Operant Conditioning is a teaching method put forth by psychologist B. F. Skinner. It uses operants, or actions that are intentionally introduced in situations, to encourage or discourage a behaviour. These actions can be reinforcers or punishers.


Reinforcers help in encouraging behaviour and may be positive or negative in nature. Skinner demonstrated the same through his famous experiments with a rat.

First, Skinner placed a hungry rat in a box which had a lever on one of its sides. One day, when the rat accidentally pressed the lever, food dropped in front of it. This led the rat to learn that pressing the lever would reward it with food. Hence, every time it felt hungry, it would press the lever instead of waiting for food. This is positive reinforcement, as the reward makes the rat display the desired behaviour of pressing the lever.

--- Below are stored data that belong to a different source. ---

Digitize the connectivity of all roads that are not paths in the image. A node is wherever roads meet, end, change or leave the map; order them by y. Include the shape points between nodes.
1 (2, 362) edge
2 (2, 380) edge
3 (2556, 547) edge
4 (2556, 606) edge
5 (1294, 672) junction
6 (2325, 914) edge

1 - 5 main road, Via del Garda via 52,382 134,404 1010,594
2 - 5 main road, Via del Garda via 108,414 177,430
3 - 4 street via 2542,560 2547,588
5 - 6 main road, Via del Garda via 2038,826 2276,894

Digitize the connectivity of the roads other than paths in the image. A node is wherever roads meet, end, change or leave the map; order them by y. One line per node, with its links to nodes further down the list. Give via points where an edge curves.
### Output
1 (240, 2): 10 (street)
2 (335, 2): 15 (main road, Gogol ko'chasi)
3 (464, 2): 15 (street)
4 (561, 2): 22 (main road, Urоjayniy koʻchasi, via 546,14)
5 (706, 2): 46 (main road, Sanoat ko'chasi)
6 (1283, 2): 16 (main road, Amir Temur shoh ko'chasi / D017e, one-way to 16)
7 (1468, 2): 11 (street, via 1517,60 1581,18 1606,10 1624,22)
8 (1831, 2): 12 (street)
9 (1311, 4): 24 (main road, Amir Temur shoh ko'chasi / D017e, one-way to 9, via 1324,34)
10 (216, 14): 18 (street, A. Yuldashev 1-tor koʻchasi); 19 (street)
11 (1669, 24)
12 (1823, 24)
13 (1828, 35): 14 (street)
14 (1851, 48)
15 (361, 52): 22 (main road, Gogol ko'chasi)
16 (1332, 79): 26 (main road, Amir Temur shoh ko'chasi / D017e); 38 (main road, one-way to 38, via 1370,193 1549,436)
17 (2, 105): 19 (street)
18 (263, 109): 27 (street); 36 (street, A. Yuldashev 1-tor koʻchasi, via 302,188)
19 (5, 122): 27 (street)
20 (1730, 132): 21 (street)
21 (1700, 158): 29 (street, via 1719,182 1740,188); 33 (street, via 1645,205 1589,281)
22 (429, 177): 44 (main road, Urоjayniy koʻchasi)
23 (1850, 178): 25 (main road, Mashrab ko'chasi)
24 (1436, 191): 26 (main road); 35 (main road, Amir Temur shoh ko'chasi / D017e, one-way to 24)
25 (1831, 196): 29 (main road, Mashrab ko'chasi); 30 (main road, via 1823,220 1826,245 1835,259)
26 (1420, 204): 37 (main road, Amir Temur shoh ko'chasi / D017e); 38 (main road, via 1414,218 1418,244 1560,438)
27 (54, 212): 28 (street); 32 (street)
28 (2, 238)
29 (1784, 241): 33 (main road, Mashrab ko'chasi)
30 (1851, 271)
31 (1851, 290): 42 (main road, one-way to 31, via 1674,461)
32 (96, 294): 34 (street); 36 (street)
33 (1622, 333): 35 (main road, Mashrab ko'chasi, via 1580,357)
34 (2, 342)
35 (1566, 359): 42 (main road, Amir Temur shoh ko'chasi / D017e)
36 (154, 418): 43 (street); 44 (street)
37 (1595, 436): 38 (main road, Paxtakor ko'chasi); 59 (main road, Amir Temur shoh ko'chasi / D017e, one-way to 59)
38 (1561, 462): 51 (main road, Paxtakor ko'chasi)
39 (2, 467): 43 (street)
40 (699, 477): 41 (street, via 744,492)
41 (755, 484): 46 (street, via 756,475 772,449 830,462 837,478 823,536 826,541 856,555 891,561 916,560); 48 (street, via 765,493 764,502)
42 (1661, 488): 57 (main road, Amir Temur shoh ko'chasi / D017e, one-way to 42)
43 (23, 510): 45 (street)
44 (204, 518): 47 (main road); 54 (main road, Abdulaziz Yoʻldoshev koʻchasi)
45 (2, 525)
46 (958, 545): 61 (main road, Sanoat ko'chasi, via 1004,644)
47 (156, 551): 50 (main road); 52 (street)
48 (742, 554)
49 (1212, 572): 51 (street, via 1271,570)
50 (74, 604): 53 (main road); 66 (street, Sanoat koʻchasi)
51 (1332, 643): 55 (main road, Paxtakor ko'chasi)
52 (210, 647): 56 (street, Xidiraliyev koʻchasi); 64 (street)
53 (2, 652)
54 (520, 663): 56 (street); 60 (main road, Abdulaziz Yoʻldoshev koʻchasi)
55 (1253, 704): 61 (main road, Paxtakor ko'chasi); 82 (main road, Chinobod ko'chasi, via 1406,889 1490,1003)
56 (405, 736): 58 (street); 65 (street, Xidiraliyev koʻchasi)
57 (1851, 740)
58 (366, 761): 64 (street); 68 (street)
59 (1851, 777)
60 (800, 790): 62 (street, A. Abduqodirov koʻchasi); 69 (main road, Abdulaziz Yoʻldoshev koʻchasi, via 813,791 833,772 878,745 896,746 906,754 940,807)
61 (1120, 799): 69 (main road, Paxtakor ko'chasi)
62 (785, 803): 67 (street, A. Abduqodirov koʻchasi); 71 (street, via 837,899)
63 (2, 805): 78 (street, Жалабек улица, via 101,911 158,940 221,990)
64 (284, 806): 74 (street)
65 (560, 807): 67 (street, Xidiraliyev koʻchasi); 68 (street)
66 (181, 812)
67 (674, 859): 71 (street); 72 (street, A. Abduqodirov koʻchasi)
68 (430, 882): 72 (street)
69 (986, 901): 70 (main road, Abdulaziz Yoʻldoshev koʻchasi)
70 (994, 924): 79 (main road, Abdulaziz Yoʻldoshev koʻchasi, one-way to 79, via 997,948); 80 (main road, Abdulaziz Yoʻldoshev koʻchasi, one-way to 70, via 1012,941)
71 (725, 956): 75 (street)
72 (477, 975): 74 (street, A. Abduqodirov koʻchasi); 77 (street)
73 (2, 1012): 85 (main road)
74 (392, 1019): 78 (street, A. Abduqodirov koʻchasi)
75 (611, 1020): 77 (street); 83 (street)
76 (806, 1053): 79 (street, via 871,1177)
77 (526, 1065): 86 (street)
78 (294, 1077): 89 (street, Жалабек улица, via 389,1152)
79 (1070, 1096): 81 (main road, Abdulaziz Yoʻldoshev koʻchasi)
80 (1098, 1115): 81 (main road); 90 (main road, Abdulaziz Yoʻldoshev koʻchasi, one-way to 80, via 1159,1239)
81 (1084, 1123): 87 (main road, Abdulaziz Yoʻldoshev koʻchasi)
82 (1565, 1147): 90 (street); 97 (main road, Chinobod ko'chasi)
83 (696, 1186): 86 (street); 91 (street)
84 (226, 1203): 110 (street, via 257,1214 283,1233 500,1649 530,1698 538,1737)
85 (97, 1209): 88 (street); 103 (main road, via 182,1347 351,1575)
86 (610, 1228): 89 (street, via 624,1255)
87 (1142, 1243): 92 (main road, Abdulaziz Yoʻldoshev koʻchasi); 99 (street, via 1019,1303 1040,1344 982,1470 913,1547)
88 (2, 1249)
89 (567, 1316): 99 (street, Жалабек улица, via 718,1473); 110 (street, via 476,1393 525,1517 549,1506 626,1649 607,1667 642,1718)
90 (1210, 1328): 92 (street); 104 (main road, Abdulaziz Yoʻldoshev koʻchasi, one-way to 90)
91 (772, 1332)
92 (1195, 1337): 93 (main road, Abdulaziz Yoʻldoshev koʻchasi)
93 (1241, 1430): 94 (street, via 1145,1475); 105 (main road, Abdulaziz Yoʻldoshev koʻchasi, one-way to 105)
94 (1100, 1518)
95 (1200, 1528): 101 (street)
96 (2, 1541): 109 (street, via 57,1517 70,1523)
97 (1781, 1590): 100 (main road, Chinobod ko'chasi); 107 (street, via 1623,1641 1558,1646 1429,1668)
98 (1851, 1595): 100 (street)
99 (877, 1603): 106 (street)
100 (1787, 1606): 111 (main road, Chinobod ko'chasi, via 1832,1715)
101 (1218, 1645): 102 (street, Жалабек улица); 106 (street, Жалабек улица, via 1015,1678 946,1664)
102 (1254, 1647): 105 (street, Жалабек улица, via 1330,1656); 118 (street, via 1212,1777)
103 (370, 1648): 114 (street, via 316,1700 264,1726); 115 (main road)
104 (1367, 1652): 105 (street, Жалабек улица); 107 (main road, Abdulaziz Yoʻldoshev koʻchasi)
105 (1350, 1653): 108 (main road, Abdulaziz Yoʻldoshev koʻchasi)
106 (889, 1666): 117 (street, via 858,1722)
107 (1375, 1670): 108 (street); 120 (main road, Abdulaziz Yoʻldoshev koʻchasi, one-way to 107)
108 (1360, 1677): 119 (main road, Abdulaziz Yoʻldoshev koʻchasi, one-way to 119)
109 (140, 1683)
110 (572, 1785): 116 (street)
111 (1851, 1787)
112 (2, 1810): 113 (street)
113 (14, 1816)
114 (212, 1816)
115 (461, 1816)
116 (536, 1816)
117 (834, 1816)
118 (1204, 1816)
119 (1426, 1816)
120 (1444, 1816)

The same concept can be used to encourage good behaviour in children, or to get them to do a good task which they do not like. Such tasks may include eating vegetables, doing their homework, cleaning their room and so on. Rewards can be provided by means of desired experiences, such as allowing extra playtime with their friends, buying them an ice cream, etc or by buying them a toy they like.

Skinner conducted another experiment, in which the rat was kept in a box and administered mild electric shocks till it pressed the lever. After this happened for the first time, the rat learnt that pressing the lever immediately after entering the box would save it from the electric shocks. This is called negative reinforcement and encourages a task to be done to avoid an unpleasant experience. For example, children can be told that eating vegetables will prevent their falling sick and hence, they will not miss playtime with their friends.


Punishment, unlike reinforcement, focuses on discouraging poor behaviour. It may be positive or negative. Positive punishment involves making the child do things that he/she does not like, such as doing the dishes. Negative punishment, on the other hand, involves stopping the child from doing something he/she wants, due to his/her poor behaviour, such as going on a school trip, or having a birthday party.

Issues with Punishment

Though it may seem like punishment is a more effective way of dealing with poor behaviour, it has many ill-effects in the long run. The primary concern with punishment, though it may not be corporal in nature, is that it leads to negative frustration and a sense of helplessness in the child. In reinforcement, though the child feels helpless while being forced to do something that he/she does not like, the expectation of the reward at the end of it makes the task bearable. However, punishment, especially when the child’s stakes are high, brings about a lot of anxiety, as the child tends to feel that he/she has committed an unforgivable mistake. This leads to a lot of suppressed anger and emotions, which is unhealthy for the child. Moreover, as punishment does not always make the child realize why he/she made a mistake, only the bad memory of the punishment remains with the child.

Reinforcing Correctly

Reinforcement is better than punishment in shaping behaviour, but only when it is done right. While reinforcing behaviour, it is important to do so gradually and over a long period of time, so that the behaviour is not resumed on stopping the reinforcement. It is also important to constantly vary the type of reinforcement between positive and negative and provide ‘surprise reinforcements’. This unpredictability will ensure consistent good behaviour while ensuring that the shaped behaviour is firmly rooted and long-lasting.

On the other hand, if a student is dominating the discussion or misbehaving, ignoring him/her will prove more effective than negative reinforcement. Ignoring such behaviour avoids drawing attention to it, making the child stop the behaviour.

In addition to reinforcing good behaviour, children must also be gradually taught the value of good behaviour and to see every activity as its own reward. This avoids children seeing the reward as a ‘bribe’ to behave well. This also enables good behaviour among children, without expectation of rewards in return.